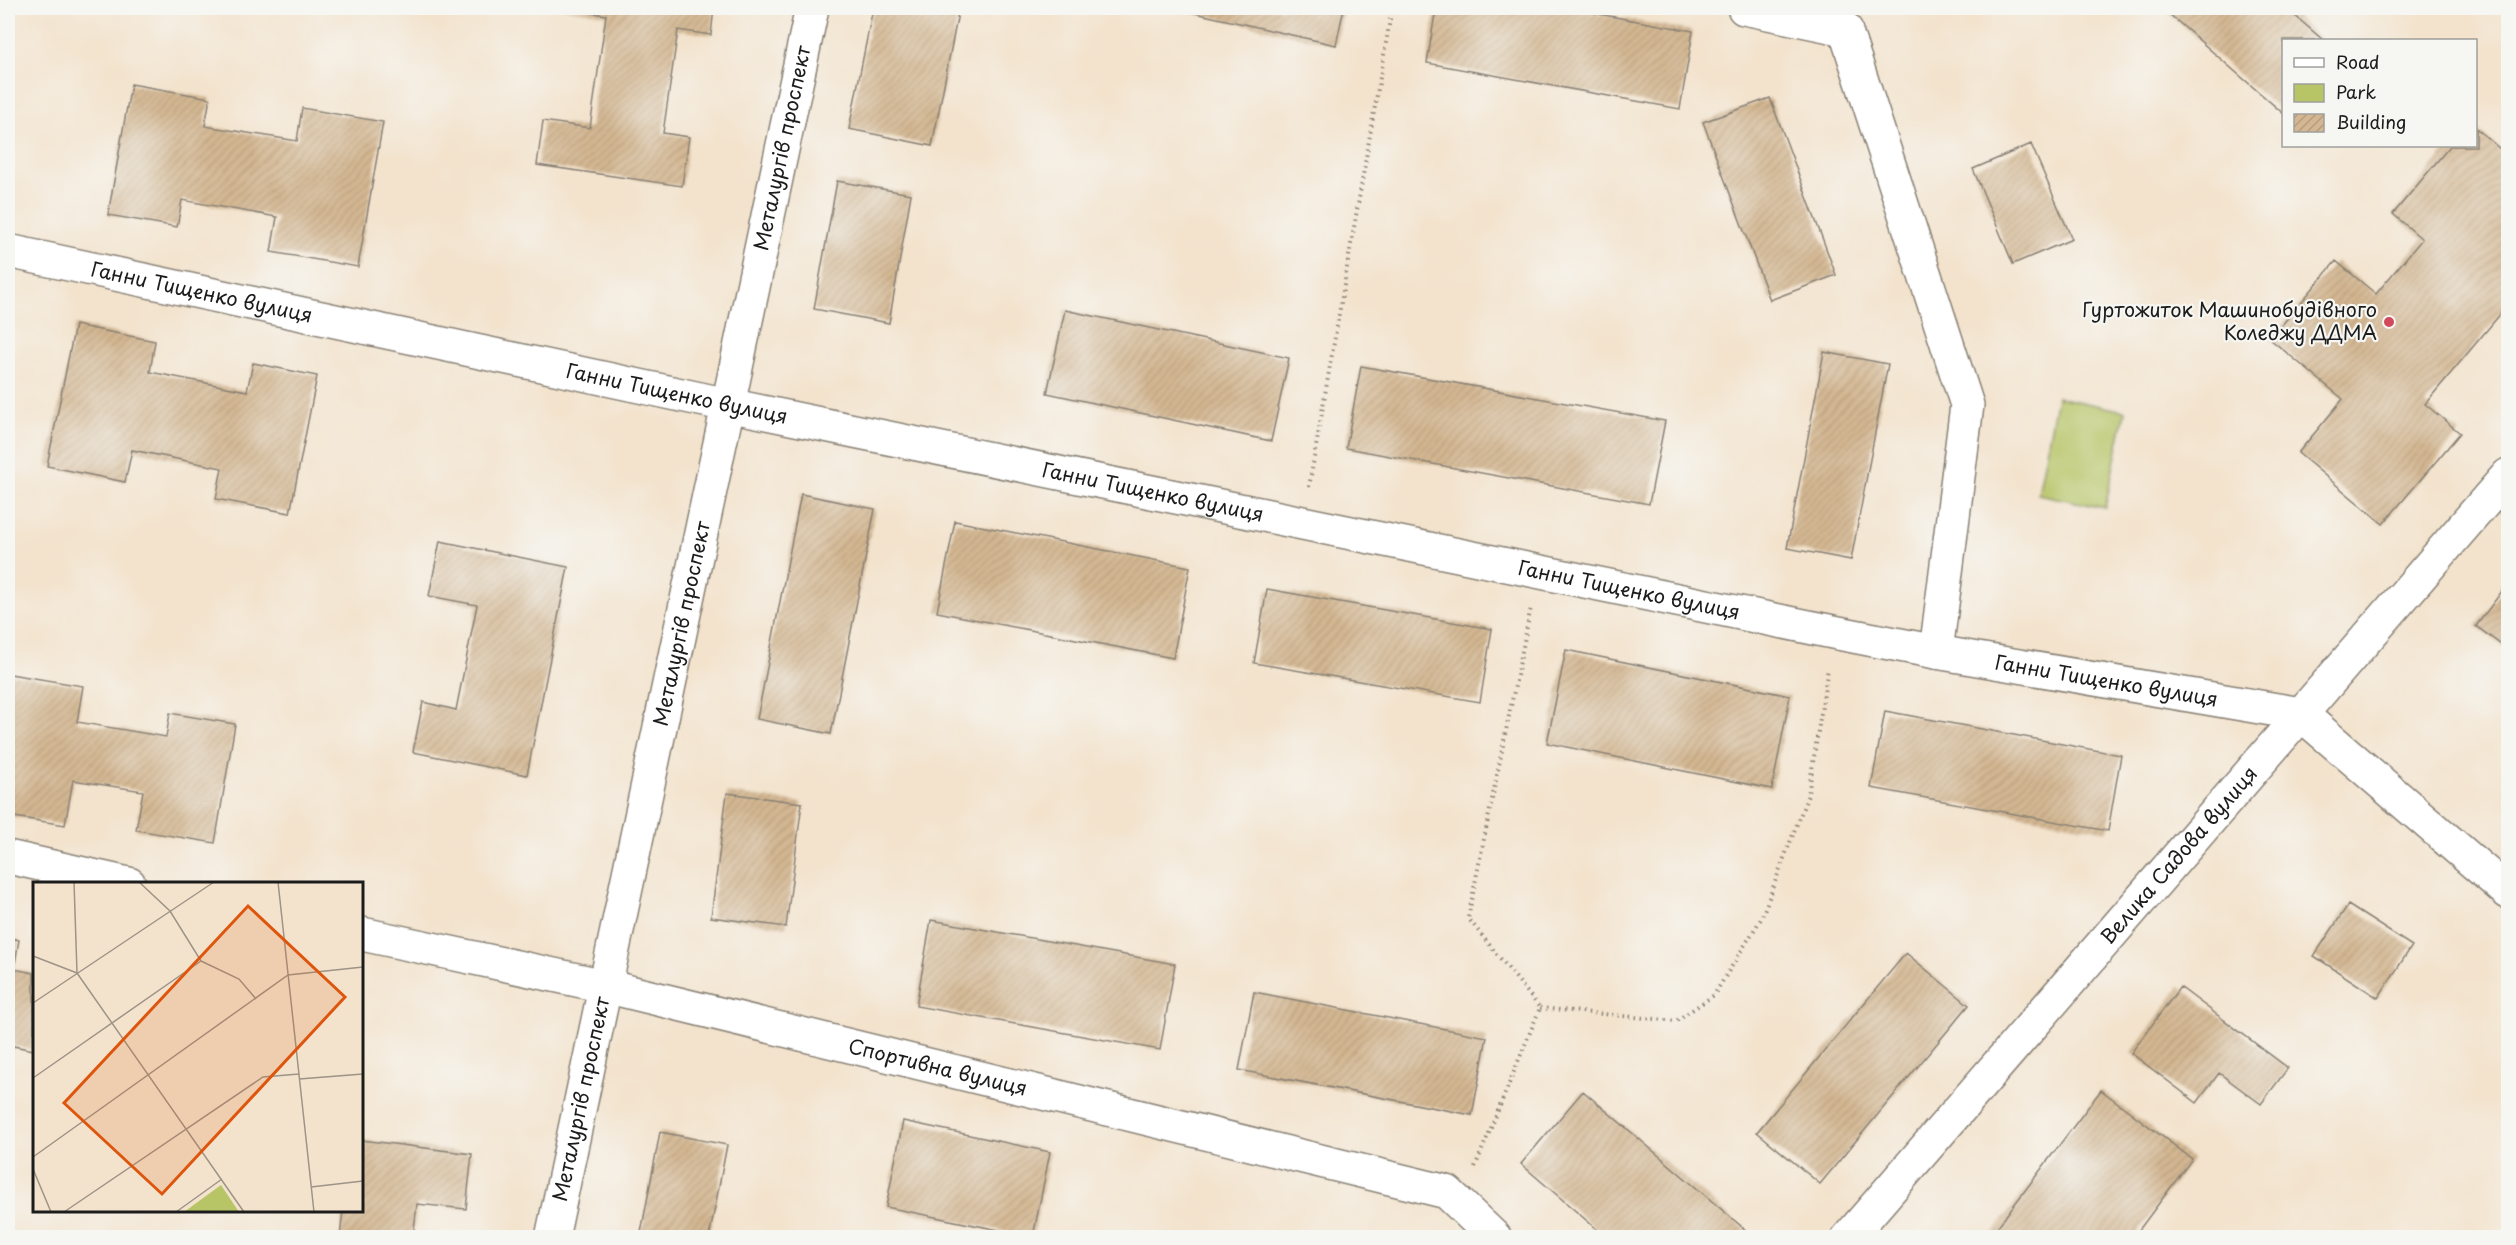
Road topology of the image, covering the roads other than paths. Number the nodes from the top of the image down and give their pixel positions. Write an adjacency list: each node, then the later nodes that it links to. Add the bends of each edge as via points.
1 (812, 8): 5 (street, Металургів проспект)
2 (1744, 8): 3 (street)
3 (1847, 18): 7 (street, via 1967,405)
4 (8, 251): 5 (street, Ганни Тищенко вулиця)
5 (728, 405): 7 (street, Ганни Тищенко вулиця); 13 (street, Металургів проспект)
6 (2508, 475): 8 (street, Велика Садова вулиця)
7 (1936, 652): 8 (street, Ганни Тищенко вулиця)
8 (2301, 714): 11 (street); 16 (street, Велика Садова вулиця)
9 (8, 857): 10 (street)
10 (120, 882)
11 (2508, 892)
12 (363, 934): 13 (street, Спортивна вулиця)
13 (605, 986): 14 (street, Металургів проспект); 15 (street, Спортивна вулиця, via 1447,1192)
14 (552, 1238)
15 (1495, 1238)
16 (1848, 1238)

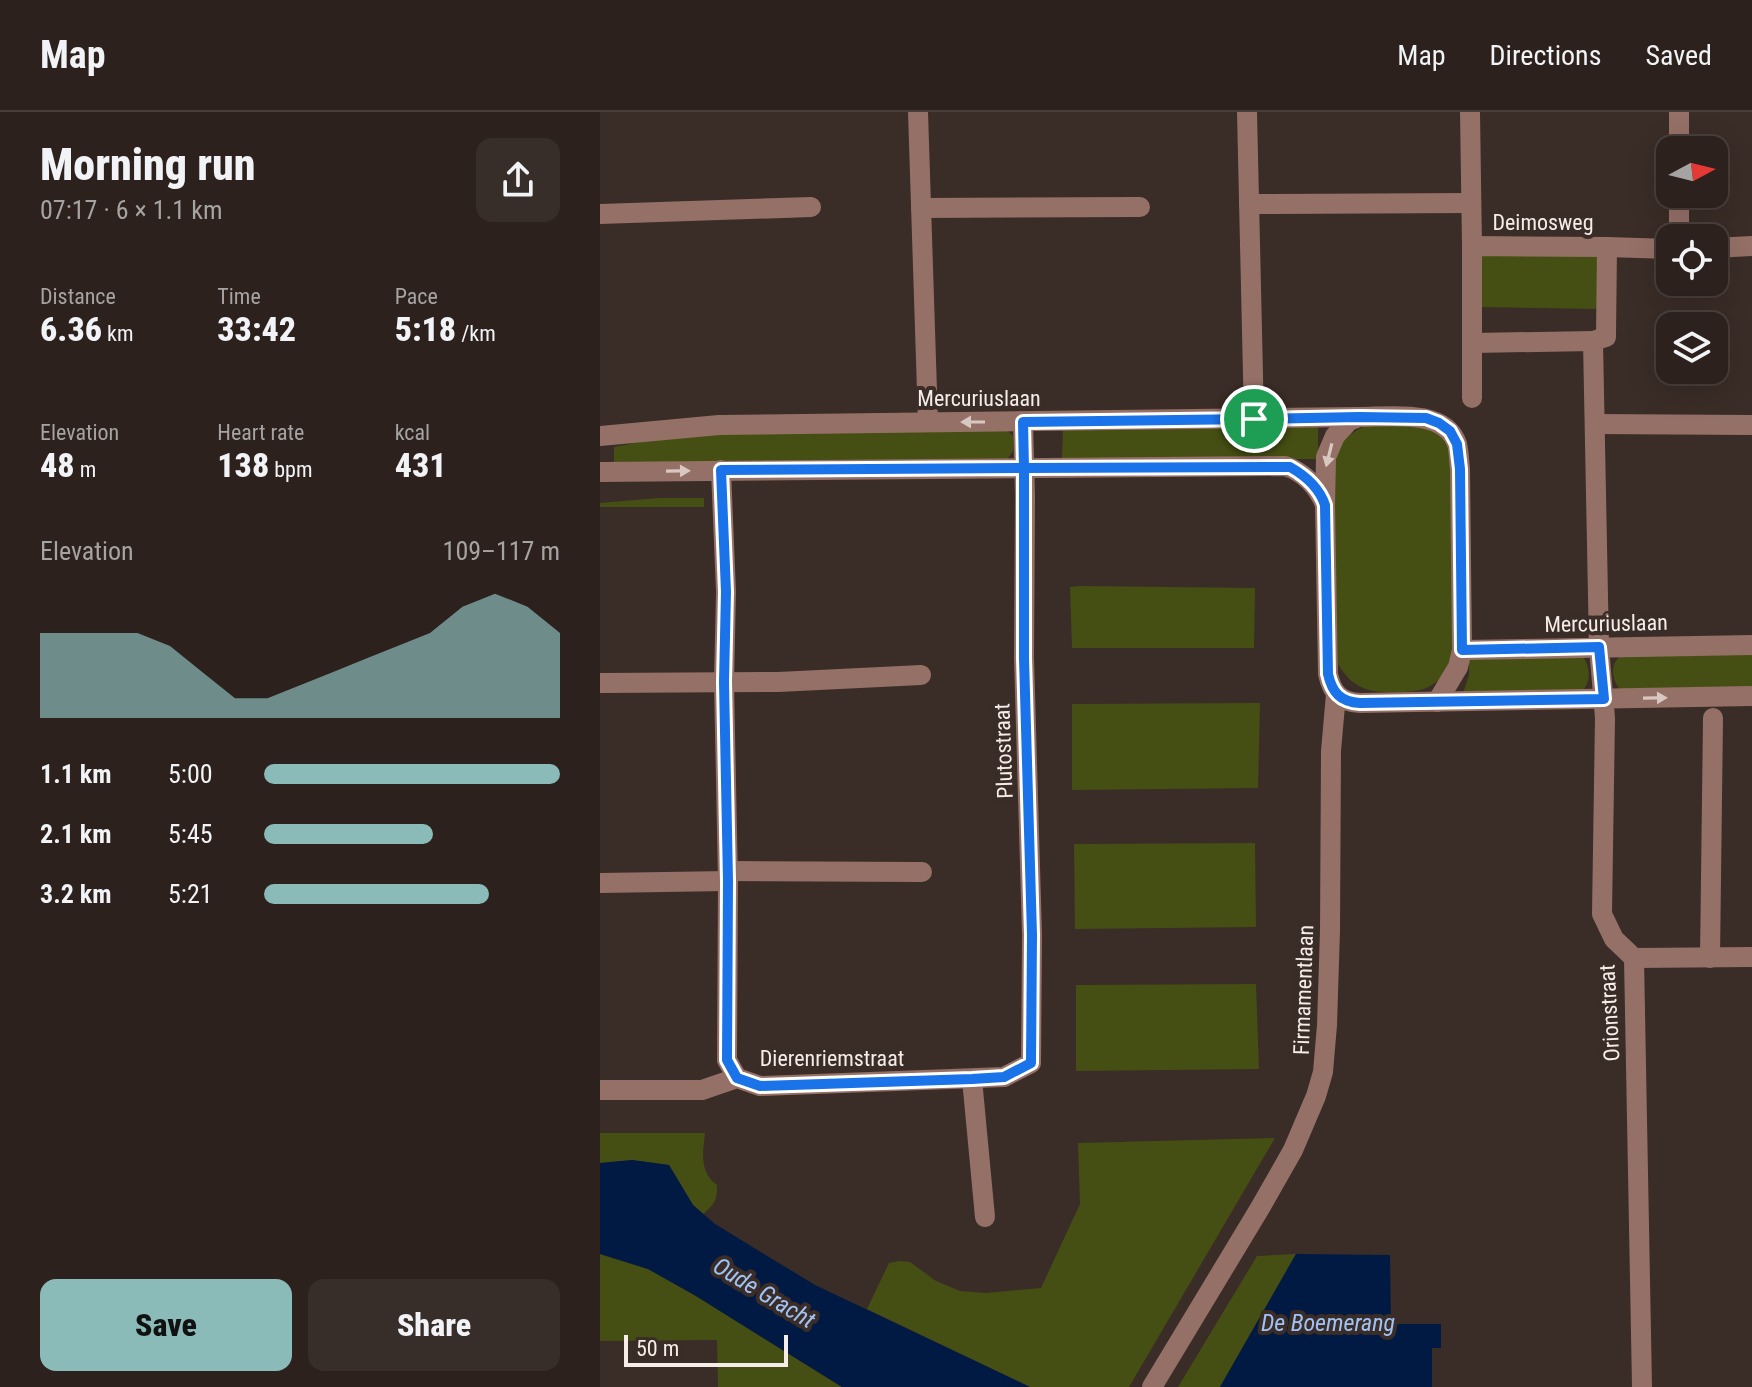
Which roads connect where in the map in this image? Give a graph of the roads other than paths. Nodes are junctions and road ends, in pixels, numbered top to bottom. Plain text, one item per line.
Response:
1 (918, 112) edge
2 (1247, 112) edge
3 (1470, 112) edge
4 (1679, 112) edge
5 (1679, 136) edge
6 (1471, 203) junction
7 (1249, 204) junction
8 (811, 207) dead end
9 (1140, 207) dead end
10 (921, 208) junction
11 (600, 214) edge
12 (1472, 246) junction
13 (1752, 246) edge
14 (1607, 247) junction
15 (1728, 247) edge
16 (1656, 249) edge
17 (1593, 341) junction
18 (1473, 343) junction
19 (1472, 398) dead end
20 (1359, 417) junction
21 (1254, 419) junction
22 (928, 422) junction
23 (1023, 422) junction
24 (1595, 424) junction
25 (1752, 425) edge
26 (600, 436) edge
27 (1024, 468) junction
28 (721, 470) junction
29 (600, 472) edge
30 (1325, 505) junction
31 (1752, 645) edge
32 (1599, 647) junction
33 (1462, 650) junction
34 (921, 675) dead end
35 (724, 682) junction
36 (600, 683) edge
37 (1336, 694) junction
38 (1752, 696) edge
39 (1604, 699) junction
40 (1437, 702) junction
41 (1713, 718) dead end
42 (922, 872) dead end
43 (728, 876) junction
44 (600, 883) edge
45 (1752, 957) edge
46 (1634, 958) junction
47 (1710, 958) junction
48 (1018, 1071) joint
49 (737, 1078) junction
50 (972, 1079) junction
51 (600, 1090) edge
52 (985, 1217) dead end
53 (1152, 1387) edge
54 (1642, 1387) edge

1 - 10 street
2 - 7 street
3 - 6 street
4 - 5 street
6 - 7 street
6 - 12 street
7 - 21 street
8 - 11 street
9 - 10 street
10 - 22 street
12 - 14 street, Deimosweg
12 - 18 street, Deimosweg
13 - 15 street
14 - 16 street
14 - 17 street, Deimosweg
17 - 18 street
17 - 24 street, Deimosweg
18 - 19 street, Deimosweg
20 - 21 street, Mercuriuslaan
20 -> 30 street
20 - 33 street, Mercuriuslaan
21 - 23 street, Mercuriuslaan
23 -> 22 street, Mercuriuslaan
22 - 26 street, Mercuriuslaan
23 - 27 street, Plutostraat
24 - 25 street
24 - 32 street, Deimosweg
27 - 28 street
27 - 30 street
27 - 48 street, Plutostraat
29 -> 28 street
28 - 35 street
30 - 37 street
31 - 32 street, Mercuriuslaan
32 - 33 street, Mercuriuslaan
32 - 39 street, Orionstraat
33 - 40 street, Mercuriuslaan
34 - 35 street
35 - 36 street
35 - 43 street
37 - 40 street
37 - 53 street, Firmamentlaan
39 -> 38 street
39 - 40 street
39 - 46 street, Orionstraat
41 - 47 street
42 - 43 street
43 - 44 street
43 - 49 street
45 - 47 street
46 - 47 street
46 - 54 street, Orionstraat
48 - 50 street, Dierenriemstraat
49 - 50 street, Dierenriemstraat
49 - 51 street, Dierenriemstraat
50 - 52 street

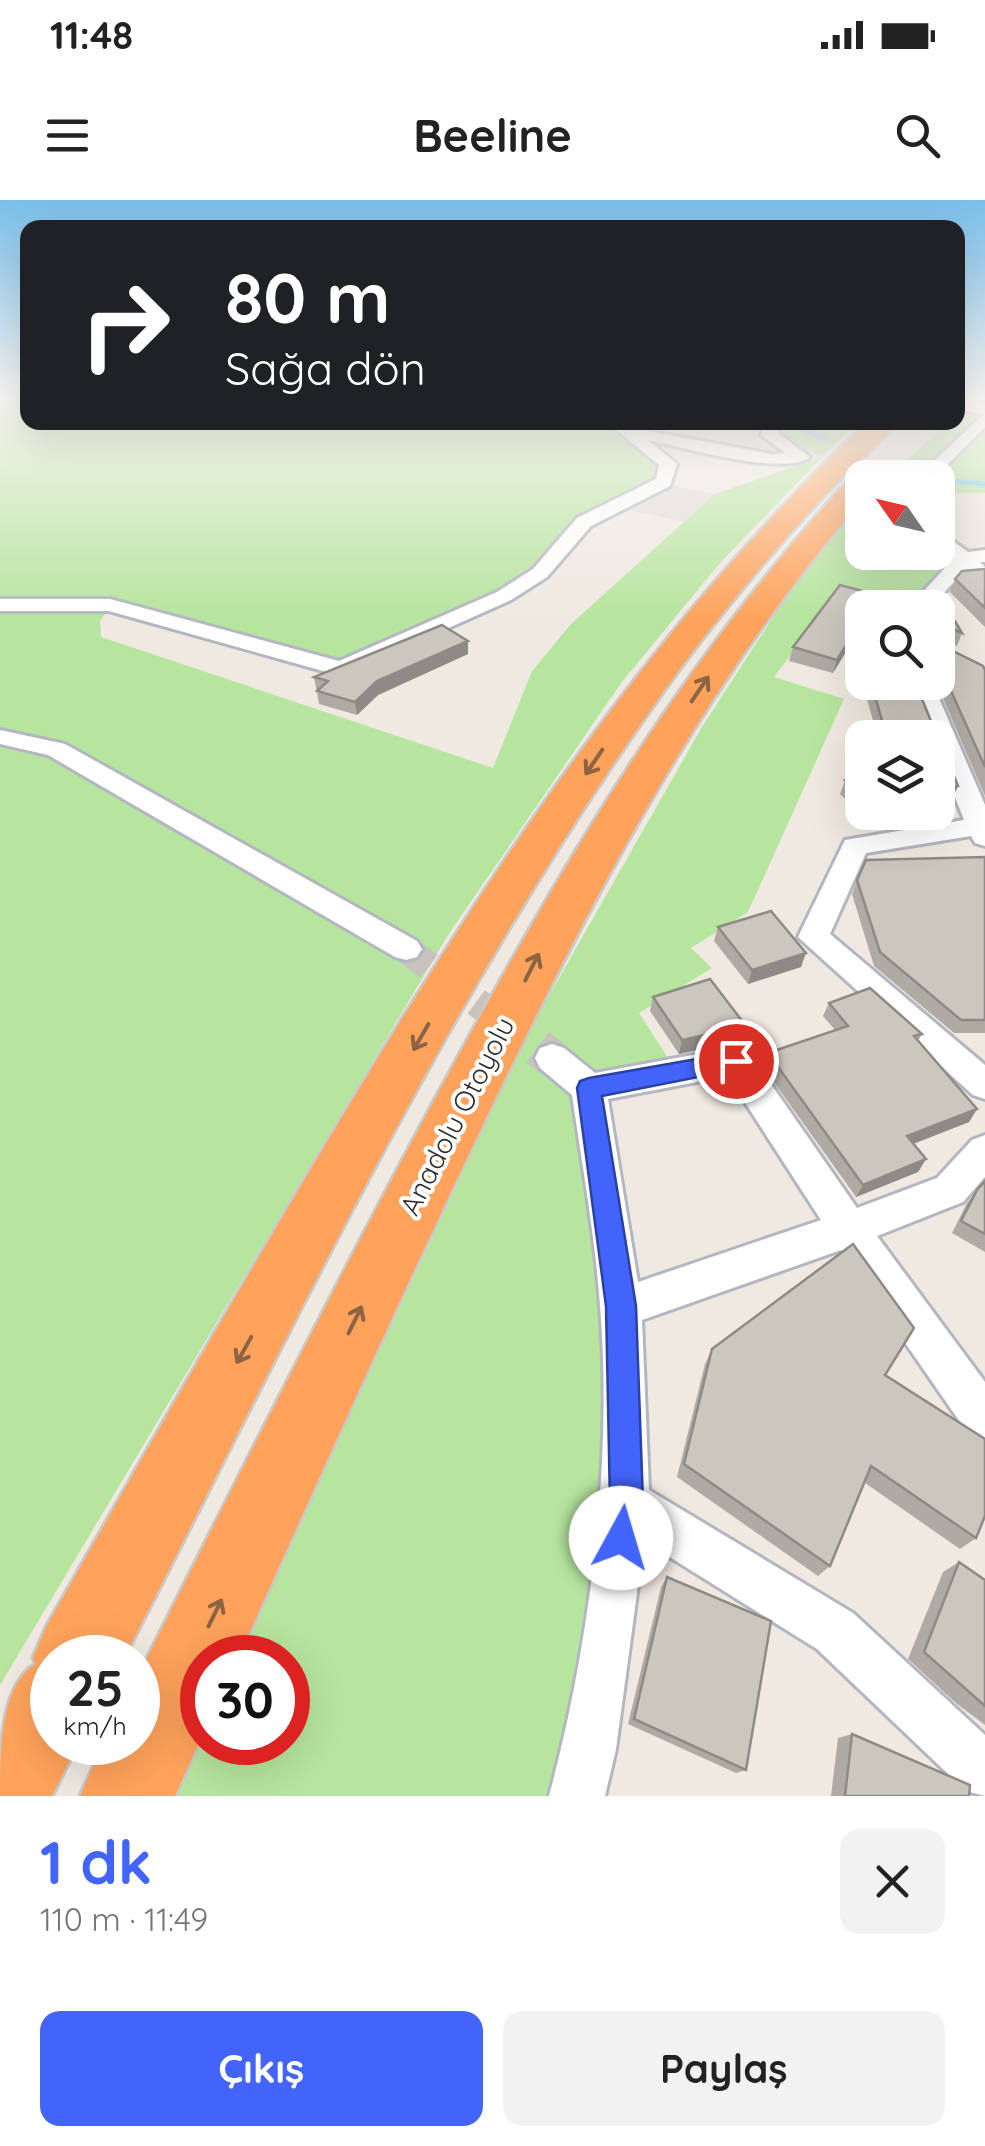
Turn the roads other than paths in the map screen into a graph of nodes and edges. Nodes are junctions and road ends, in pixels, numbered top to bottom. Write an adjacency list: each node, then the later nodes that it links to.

☆ ☆ ☆ ☆

* **Task to complete**
Starting at the first line of the data, set down each line exactly until you have copied the line with "Which roads connect", but leave the pictures out.

* **Result of the task**
Road topology of the image, covering the roads other than paths. Number the nodes from the top of the image down and give their pixel positions. Write an adjacency list: each node, then the later nodes that it links to. Add the bends of each edge as via points.
1 (812, 8): 5 (street, Металургів проспект)
2 (1744, 8): 3 (street)
3 (1847, 18): 7 (street, via 1967,405)
4 (8, 251): 5 (street, Ганни Тищенко вулиця)
5 (728, 405): 7 (street, Ганни Тищенко вулиця); 13 (street, Металургів проспект)
6 (2508, 475): 8 (street, Велика Садова вулиця)
7 (1936, 652): 8 (street, Ганни Тищенко вулиця)
8 (2301, 714): 11 (street); 16 (street, Велика Садова вулиця)
9 (8, 857): 10 (street)
10 (120, 882)
11 (2508, 892)
12 (363, 934): 13 (street, Спортивна вулиця)
13 (605, 986): 14 (street, Металургів проспект); 15 (street, Спортивна вулиця, via 1447,1192)
14 (552, 1238)
15 (1495, 1238)
16 (1848, 1238)

Which roads connect where in the map in this image? Give a graph of the roads other than paths. Nodes are junctions and road ends, in pixels, numbered top to bottom. Plain text, one item per line.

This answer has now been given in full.